(Recorded data)
::::::

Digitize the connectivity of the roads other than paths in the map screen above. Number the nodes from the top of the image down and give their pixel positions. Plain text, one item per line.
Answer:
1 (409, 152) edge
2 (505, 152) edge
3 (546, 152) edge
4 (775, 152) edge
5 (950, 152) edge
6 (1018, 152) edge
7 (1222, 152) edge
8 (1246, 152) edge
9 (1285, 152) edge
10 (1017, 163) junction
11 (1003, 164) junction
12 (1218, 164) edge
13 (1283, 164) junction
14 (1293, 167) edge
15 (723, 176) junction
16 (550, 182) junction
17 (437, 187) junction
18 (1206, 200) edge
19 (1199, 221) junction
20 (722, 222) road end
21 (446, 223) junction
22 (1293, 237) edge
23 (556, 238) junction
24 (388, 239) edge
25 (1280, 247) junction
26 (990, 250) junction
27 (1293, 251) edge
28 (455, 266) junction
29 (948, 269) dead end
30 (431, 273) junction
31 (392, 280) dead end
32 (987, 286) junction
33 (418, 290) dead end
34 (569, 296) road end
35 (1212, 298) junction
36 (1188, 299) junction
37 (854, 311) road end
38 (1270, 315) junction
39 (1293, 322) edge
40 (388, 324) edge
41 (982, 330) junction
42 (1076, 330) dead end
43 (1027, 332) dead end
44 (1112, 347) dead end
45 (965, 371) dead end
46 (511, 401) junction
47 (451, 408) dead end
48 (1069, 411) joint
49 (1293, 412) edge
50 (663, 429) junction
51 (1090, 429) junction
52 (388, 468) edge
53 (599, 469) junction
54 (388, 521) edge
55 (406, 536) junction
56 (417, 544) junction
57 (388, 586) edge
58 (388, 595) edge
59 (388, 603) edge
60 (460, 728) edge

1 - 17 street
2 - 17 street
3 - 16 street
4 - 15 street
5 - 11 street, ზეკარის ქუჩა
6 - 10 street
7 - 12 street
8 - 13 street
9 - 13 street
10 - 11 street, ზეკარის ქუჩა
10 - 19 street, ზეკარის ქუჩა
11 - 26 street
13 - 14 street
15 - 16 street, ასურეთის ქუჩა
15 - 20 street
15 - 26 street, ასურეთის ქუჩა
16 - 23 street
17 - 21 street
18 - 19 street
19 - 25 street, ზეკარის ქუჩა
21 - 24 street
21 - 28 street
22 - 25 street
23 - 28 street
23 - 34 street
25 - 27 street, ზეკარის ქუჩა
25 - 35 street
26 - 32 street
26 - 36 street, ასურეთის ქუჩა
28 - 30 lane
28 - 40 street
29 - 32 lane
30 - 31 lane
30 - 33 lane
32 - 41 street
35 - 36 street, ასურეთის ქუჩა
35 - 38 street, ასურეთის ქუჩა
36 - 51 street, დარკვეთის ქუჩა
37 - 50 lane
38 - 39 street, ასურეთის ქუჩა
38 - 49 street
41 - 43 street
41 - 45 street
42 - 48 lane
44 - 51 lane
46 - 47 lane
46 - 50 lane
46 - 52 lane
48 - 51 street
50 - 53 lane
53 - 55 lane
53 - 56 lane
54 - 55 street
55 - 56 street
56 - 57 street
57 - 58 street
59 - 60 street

::::::

• Problem
Where the word "ზეკარის" shows up in a line of the entries above, copy that line.

• Result
5 - 11 street, ზეკარის ქუჩა
10 - 11 street, ზეკარის ქუჩა
10 - 19 street, ზეკარის ქუჩა
19 - 25 street, ზეკარის ქუჩა
25 - 27 street, ზეკარის ქუჩა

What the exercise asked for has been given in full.